WHAT IS EXPECTED:
Can you transcribe every entry word for word, skipping the images?

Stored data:
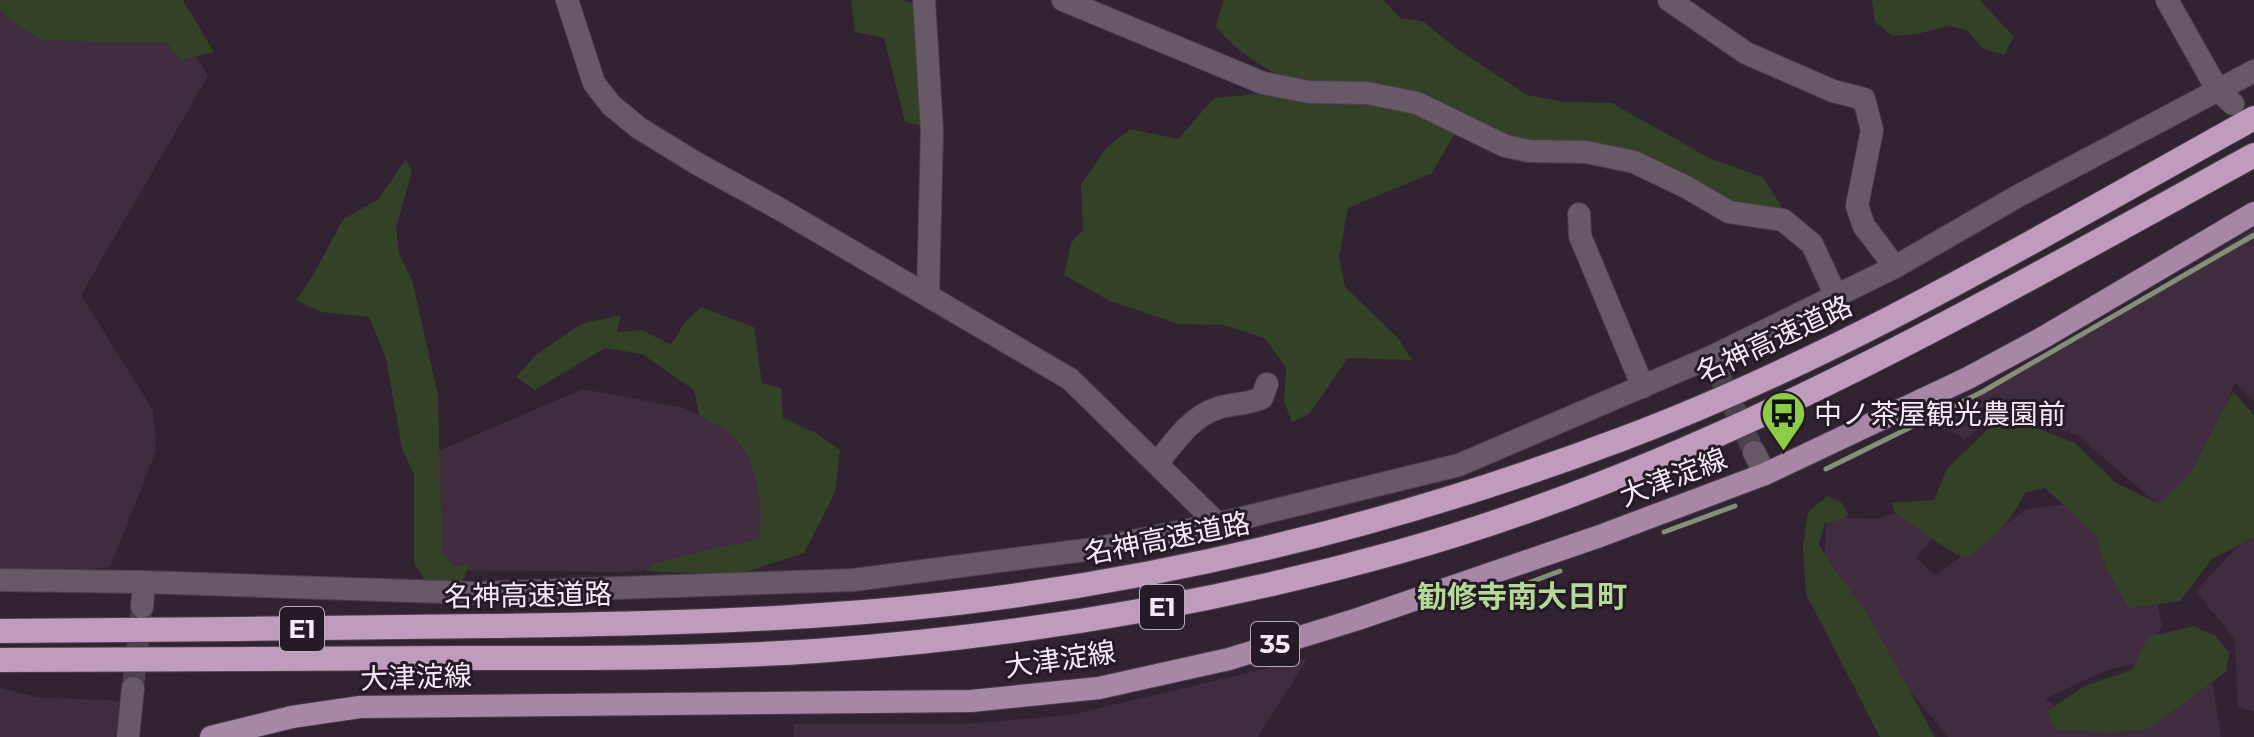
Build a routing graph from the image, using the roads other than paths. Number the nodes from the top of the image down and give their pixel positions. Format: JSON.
{"nodes":[{"id":1,"x":567,"y":0,"type":"edge"},
{"id":2,"x":924,"y":0,"type":"edge"},
{"id":3,"x":1063,"y":0,"type":"edge"},
{"id":4,"x":1669,"y":0,"type":"edge"},
{"id":5,"x":2167,"y":0,"type":"edge"},
{"id":6,"x":2254,"y":71,"type":"edge"},
{"id":7,"x":2225,"y":96,"type":"junction"},
{"id":8,"x":2254,"y":118,"type":"edge"},
{"id":9,"x":2254,"y":155,"type":"edge"},
{"id":10,"x":2254,"y":213,"type":"edge"},
{"id":11,"x":1579,"y":214,"type":"dead end"},
{"id":12,"x":1895,"y":267,"type":"junction"},
{"id":13,"x":928,"y":294,"type":"junction"},
{"id":14,"x":1836,"y":296,"type":"junction"},
{"id":15,"x":1267,"y":384,"type":"dead end"},
{"id":16,"x":1643,"y":387,"type":"junction"},
{"id":17,"x":1754,"y":452,"type":"tunnel mouth"},
{"id":18,"x":1157,"y":463,"type":"junction"},
{"id":19,"x":1765,"y":474,"type":"junction"},
{"id":20,"x":1218,"y":524,"type":"junction"},
{"id":21,"x":0,"y":580,"type":"edge"},
{"id":22,"x":144,"y":582,"type":"junction"},
{"id":23,"x":142,"y":607,"type":"tunnel mouth"},
{"id":24,"x":0,"y":631,"type":"edge"},
{"id":25,"x":0,"y":660,"type":"edge"},
{"id":26,"x":133,"y":688,"type":"tunnel mouth"},
{"id":27,"x":128,"y":737,"type":"edge"},
{"id":28,"x":211,"y":737,"type":"edge"}],
"edges":[{"from":1,"to":13,"type":"street"},
{"from":2,"to":13,"type":"street"},
{"from":3,"to":14,"type":"street"},
{"from":4,"to":12,"type":"street"},
{"from":5,"to":7,"type":"street"},
{"from":6,"to":7,"type":"street"},
{"from":7,"to":12,"type":"street"},
{"from":8,"to":24,"type":"highway","name":"名神高速道路","number":"E1"},
{"from":9,"to":25,"type":"highway","number":"E1"},
{"from":10,"to":19,"type":"main road","name":"大津淀線","number":"35"},
{"from":11,"to":16,"type":"street"},
{"from":12,"to":14,"type":"street"},
{"from":13,"to":18,"type":"street"},
{"from":14,"to":16,"type":"street"},
{"from":15,"to":18,"type":"street"},
{"from":16,"to":20,"type":"street"},
{"from":17,"to":19,"type":"street"},
{"from":18,"to":20,"type":"street"},
{"from":19,"to":28,"type":"main road","name":"大津淀線","number":"35"},
{"from":20,"to":22,"type":"street"},
{"from":21,"to":22,"type":"street"},
{"from":22,"to":23,"type":"street"},
{"from":26,"to":27,"type":"street"}]}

YOUR RESPONSE:
Build a routing graph from the image, using the roads other than paths. Number the nodes from the top of the image down and give their pixel positions. Format: JSON.
{"nodes":[{"id":1,"x":567,"y":0,"type":"edge"},
{"id":2,"x":924,"y":0,"type":"edge"},
{"id":3,"x":1063,"y":0,"type":"edge"},
{"id":4,"x":1669,"y":0,"type":"edge"},
{"id":5,"x":2167,"y":0,"type":"edge"},
{"id":6,"x":2254,"y":71,"type":"edge"},
{"id":7,"x":2225,"y":96,"type":"junction"},
{"id":8,"x":2254,"y":118,"type":"edge"},
{"id":9,"x":2254,"y":155,"type":"edge"},
{"id":10,"x":2254,"y":213,"type":"edge"},
{"id":11,"x":1579,"y":214,"type":"dead end"},
{"id":12,"x":1895,"y":267,"type":"junction"},
{"id":13,"x":928,"y":294,"type":"junction"},
{"id":14,"x":1836,"y":296,"type":"junction"},
{"id":15,"x":1267,"y":384,"type":"dead end"},
{"id":16,"x":1643,"y":387,"type":"junction"},
{"id":17,"x":1754,"y":452,"type":"tunnel mouth"},
{"id":18,"x":1157,"y":463,"type":"junction"},
{"id":19,"x":1765,"y":474,"type":"junction"},
{"id":20,"x":1218,"y":524,"type":"junction"},
{"id":21,"x":0,"y":580,"type":"edge"},
{"id":22,"x":144,"y":582,"type":"junction"},
{"id":23,"x":142,"y":607,"type":"tunnel mouth"},
{"id":24,"x":0,"y":631,"type":"edge"},
{"id":25,"x":0,"y":660,"type":"edge"},
{"id":26,"x":133,"y":688,"type":"tunnel mouth"},
{"id":27,"x":128,"y":737,"type":"edge"},
{"id":28,"x":211,"y":737,"type":"edge"}],
"edges":[{"from":1,"to":13,"type":"street"},
{"from":2,"to":13,"type":"street"},
{"from":3,"to":14,"type":"street"},
{"from":4,"to":12,"type":"street"},
{"from":5,"to":7,"type":"street"},
{"from":6,"to":7,"type":"street"},
{"from":7,"to":12,"type":"street"},
{"from":8,"to":24,"type":"highway","name":"名神高速道路","number":"E1"},
{"from":9,"to":25,"type":"highway","number":"E1"},
{"from":10,"to":19,"type":"main road","name":"大津淀線","number":"35"},
{"from":11,"to":16,"type":"street"},
{"from":12,"to":14,"type":"street"},
{"from":13,"to":18,"type":"street"},
{"from":14,"to":16,"type":"street"},
{"from":15,"to":18,"type":"street"},
{"from":16,"to":20,"type":"street"},
{"from":17,"to":19,"type":"street"},
{"from":18,"to":20,"type":"street"},
{"from":19,"to":28,"type":"main road","name":"大津淀線","number":"35"},
{"from":20,"to":22,"type":"street"},
{"from":21,"to":22,"type":"street"},
{"from":22,"to":23,"type":"street"},
{"from":26,"to":27,"type":"street"}]}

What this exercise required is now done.